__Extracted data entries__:
--- START ---

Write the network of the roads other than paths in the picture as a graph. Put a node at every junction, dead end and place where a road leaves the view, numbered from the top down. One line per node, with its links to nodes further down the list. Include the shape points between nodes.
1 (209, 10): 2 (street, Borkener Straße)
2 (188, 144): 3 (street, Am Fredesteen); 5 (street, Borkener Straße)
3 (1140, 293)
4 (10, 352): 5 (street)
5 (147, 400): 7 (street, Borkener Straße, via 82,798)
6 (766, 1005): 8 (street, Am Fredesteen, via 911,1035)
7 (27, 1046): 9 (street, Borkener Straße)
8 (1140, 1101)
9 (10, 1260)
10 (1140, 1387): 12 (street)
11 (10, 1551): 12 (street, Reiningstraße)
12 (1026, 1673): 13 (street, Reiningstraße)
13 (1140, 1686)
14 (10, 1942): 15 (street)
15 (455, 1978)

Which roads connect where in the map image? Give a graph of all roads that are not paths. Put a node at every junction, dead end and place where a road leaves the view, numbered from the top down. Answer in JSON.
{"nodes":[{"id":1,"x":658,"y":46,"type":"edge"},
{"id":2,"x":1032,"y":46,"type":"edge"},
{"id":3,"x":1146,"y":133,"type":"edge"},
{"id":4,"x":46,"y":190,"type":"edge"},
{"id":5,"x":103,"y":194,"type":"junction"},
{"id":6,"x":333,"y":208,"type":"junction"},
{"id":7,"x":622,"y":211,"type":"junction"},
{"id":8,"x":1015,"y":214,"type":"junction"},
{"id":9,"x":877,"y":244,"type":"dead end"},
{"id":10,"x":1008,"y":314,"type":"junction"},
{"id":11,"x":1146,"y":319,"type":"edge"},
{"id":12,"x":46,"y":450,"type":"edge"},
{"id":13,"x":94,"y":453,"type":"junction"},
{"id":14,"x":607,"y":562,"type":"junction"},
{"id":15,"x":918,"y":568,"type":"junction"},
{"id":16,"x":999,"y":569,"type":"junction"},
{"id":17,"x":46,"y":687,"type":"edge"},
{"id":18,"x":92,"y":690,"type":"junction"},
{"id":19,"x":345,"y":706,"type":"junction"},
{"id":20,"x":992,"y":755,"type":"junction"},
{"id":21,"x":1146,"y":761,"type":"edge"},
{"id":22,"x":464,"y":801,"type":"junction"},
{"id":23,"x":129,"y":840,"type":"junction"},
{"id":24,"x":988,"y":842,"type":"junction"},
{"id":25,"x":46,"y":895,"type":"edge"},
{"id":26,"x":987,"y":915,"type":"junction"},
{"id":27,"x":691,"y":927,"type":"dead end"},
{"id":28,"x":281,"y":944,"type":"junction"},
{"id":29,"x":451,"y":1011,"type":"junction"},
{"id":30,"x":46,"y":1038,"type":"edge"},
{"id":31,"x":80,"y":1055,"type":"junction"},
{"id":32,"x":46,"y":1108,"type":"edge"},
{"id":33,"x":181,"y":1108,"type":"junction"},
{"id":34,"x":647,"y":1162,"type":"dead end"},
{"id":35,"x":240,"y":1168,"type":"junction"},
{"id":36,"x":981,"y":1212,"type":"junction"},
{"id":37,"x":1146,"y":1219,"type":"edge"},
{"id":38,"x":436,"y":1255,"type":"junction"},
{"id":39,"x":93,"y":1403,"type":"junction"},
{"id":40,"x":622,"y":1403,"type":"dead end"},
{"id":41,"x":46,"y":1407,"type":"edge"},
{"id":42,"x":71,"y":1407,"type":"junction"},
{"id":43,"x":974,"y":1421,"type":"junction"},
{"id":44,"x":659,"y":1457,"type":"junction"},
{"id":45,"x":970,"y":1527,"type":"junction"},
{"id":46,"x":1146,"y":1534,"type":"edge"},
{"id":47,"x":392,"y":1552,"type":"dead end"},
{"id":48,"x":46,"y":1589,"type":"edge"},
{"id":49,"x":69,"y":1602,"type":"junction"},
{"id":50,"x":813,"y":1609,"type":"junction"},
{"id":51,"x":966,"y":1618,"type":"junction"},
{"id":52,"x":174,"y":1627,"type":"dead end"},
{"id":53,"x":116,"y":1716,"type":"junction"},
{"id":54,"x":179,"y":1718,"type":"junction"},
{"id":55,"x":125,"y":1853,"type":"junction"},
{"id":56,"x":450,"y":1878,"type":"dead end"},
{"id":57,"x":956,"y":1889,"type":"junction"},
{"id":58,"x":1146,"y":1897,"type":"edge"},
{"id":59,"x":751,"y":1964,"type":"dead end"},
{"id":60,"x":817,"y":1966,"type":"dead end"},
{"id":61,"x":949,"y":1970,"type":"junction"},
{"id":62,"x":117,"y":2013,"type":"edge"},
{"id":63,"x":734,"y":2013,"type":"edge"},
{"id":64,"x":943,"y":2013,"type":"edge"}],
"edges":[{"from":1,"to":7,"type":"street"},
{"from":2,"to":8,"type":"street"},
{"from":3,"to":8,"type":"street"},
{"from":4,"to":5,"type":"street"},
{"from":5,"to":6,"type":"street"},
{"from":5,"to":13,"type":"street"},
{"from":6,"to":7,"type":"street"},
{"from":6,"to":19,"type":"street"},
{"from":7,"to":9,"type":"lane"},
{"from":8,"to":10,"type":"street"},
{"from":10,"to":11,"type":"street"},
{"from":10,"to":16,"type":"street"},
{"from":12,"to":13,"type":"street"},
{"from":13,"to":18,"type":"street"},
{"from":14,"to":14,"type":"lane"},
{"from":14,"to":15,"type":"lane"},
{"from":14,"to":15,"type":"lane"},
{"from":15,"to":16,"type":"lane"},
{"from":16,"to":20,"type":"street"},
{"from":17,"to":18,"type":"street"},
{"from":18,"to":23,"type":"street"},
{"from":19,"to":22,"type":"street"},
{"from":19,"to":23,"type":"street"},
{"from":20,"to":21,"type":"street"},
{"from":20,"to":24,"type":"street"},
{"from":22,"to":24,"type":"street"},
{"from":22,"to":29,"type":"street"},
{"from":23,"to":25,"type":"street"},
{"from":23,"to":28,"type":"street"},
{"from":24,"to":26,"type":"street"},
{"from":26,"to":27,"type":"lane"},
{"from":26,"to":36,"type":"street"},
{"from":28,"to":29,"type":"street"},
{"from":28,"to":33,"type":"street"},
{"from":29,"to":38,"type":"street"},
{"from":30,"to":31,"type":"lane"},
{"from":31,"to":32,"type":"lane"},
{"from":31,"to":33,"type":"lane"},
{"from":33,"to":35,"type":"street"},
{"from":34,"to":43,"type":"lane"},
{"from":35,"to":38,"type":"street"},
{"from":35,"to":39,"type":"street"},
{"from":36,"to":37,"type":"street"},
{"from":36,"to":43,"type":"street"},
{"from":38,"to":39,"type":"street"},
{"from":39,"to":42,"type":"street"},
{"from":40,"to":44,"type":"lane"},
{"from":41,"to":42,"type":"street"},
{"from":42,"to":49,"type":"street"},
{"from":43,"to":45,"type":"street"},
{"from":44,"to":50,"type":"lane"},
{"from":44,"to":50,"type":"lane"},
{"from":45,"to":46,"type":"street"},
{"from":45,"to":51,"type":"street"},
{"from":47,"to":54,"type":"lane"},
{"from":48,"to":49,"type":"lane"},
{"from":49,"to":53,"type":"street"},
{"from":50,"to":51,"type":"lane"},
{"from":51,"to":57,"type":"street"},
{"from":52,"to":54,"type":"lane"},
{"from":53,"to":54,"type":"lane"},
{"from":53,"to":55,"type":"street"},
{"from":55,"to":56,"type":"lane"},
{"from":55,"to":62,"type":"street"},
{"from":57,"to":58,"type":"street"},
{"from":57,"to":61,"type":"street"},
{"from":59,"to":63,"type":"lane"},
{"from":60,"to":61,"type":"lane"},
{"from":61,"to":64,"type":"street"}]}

--- END ---

__The task__: Transcribe all entries word for word.

__Solution below__:
Write the network of the roads other than paths in the picture as a graph. Put a node at every junction, dead end and place where a road leaves the view, numbered from the top down. One line per node, with its links to nodes further down the list. Include the shape points between nodes.
1 (209, 10): 2 (street, Borkener Straße)
2 (188, 144): 3 (street, Am Fredesteen); 5 (street, Borkener Straße)
3 (1140, 293)
4 (10, 352): 5 (street)
5 (147, 400): 7 (street, Borkener Straße, via 82,798)
6 (766, 1005): 8 (street, Am Fredesteen, via 911,1035)
7 (27, 1046): 9 (street, Borkener Straße)
8 (1140, 1101)
9 (10, 1260)
10 (1140, 1387): 12 (street)
11 (10, 1551): 12 (street, Reiningstraße)
12 (1026, 1673): 13 (street, Reiningstraße)
13 (1140, 1686)
14 (10, 1942): 15 (street)
15 (455, 1978)

Which roads connect where in the map image? Give a graph of all roads that are not paths. Put a node at every junction, dead end and place where a road leaves the view, numbered from the top down. Answer in JSON.
{"nodes":[{"id":1,"x":658,"y":46,"type":"edge"},
{"id":2,"x":1032,"y":46,"type":"edge"},
{"id":3,"x":1146,"y":133,"type":"edge"},
{"id":4,"x":46,"y":190,"type":"edge"},
{"id":5,"x":103,"y":194,"type":"junction"},
{"id":6,"x":333,"y":208,"type":"junction"},
{"id":7,"x":622,"y":211,"type":"junction"},
{"id":8,"x":1015,"y":214,"type":"junction"},
{"id":9,"x":877,"y":244,"type":"dead end"},
{"id":10,"x":1008,"y":314,"type":"junction"},
{"id":11,"x":1146,"y":319,"type":"edge"},
{"id":12,"x":46,"y":450,"type":"edge"},
{"id":13,"x":94,"y":453,"type":"junction"},
{"id":14,"x":607,"y":562,"type":"junction"},
{"id":15,"x":918,"y":568,"type":"junction"},
{"id":16,"x":999,"y":569,"type":"junction"},
{"id":17,"x":46,"y":687,"type":"edge"},
{"id":18,"x":92,"y":690,"type":"junction"},
{"id":19,"x":345,"y":706,"type":"junction"},
{"id":20,"x":992,"y":755,"type":"junction"},
{"id":21,"x":1146,"y":761,"type":"edge"},
{"id":22,"x":464,"y":801,"type":"junction"},
{"id":23,"x":129,"y":840,"type":"junction"},
{"id":24,"x":988,"y":842,"type":"junction"},
{"id":25,"x":46,"y":895,"type":"edge"},
{"id":26,"x":987,"y":915,"type":"junction"},
{"id":27,"x":691,"y":927,"type":"dead end"},
{"id":28,"x":281,"y":944,"type":"junction"},
{"id":29,"x":451,"y":1011,"type":"junction"},
{"id":30,"x":46,"y":1038,"type":"edge"},
{"id":31,"x":80,"y":1055,"type":"junction"},
{"id":32,"x":46,"y":1108,"type":"edge"},
{"id":33,"x":181,"y":1108,"type":"junction"},
{"id":34,"x":647,"y":1162,"type":"dead end"},
{"id":35,"x":240,"y":1168,"type":"junction"},
{"id":36,"x":981,"y":1212,"type":"junction"},
{"id":37,"x":1146,"y":1219,"type":"edge"},
{"id":38,"x":436,"y":1255,"type":"junction"},
{"id":39,"x":93,"y":1403,"type":"junction"},
{"id":40,"x":622,"y":1403,"type":"dead end"},
{"id":41,"x":46,"y":1407,"type":"edge"},
{"id":42,"x":71,"y":1407,"type":"junction"},
{"id":43,"x":974,"y":1421,"type":"junction"},
{"id":44,"x":659,"y":1457,"type":"junction"},
{"id":45,"x":970,"y":1527,"type":"junction"},
{"id":46,"x":1146,"y":1534,"type":"edge"},
{"id":47,"x":392,"y":1552,"type":"dead end"},
{"id":48,"x":46,"y":1589,"type":"edge"},
{"id":49,"x":69,"y":1602,"type":"junction"},
{"id":50,"x":813,"y":1609,"type":"junction"},
{"id":51,"x":966,"y":1618,"type":"junction"},
{"id":52,"x":174,"y":1627,"type":"dead end"},
{"id":53,"x":116,"y":1716,"type":"junction"},
{"id":54,"x":179,"y":1718,"type":"junction"},
{"id":55,"x":125,"y":1853,"type":"junction"},
{"id":56,"x":450,"y":1878,"type":"dead end"},
{"id":57,"x":956,"y":1889,"type":"junction"},
{"id":58,"x":1146,"y":1897,"type":"edge"},
{"id":59,"x":751,"y":1964,"type":"dead end"},
{"id":60,"x":817,"y":1966,"type":"dead end"},
{"id":61,"x":949,"y":1970,"type":"junction"},
{"id":62,"x":117,"y":2013,"type":"edge"},
{"id":63,"x":734,"y":2013,"type":"edge"},
{"id":64,"x":943,"y":2013,"type":"edge"}],
"edges":[{"from":1,"to":7,"type":"street"},
{"from":2,"to":8,"type":"street"},
{"from":3,"to":8,"type":"street"},
{"from":4,"to":5,"type":"street"},
{"from":5,"to":6,"type":"street"},
{"from":5,"to":13,"type":"street"},
{"from":6,"to":7,"type":"street"},
{"from":6,"to":19,"type":"street"},
{"from":7,"to":9,"type":"lane"},
{"from":8,"to":10,"type":"street"},
{"from":10,"to":11,"type":"street"},
{"from":10,"to":16,"type":"street"},
{"from":12,"to":13,"type":"street"},
{"from":13,"to":18,"type":"street"},
{"from":14,"to":14,"type":"lane"},
{"from":14,"to":15,"type":"lane"},
{"from":14,"to":15,"type":"lane"},
{"from":15,"to":16,"type":"lane"},
{"from":16,"to":20,"type":"street"},
{"from":17,"to":18,"type":"street"},
{"from":18,"to":23,"type":"street"},
{"from":19,"to":22,"type":"street"},
{"from":19,"to":23,"type":"street"},
{"from":20,"to":21,"type":"street"},
{"from":20,"to":24,"type":"street"},
{"from":22,"to":24,"type":"street"},
{"from":22,"to":29,"type":"street"},
{"from":23,"to":25,"type":"street"},
{"from":23,"to":28,"type":"street"},
{"from":24,"to":26,"type":"street"},
{"from":26,"to":27,"type":"lane"},
{"from":26,"to":36,"type":"street"},
{"from":28,"to":29,"type":"street"},
{"from":28,"to":33,"type":"street"},
{"from":29,"to":38,"type":"street"},
{"from":30,"to":31,"type":"lane"},
{"from":31,"to":32,"type":"lane"},
{"from":31,"to":33,"type":"lane"},
{"from":33,"to":35,"type":"street"},
{"from":34,"to":43,"type":"lane"},
{"from":35,"to":38,"type":"street"},
{"from":35,"to":39,"type":"street"},
{"from":36,"to":37,"type":"street"},
{"from":36,"to":43,"type":"street"},
{"from":38,"to":39,"type":"street"},
{"from":39,"to":42,"type":"street"},
{"from":40,"to":44,"type":"lane"},
{"from":41,"to":42,"type":"street"},
{"from":42,"to":49,"type":"street"},
{"from":43,"to":45,"type":"street"},
{"from":44,"to":50,"type":"lane"},
{"from":44,"to":50,"type":"lane"},
{"from":45,"to":46,"type":"street"},
{"from":45,"to":51,"type":"street"},
{"from":47,"to":54,"type":"lane"},
{"from":48,"to":49,"type":"lane"},
{"from":49,"to":53,"type":"street"},
{"from":50,"to":51,"type":"lane"},
{"from":51,"to":57,"type":"street"},
{"from":52,"to":54,"type":"lane"},
{"from":53,"to":54,"type":"lane"},
{"from":53,"to":55,"type":"street"},
{"from":55,"to":56,"type":"lane"},
{"from":55,"to":62,"type":"street"},
{"from":57,"to":58,"type":"street"},
{"from":57,"to":61,"type":"street"},
{"from":59,"to":63,"type":"lane"},
{"from":60,"to":61,"type":"lane"},
{"from":61,"to":64,"type":"street"}]}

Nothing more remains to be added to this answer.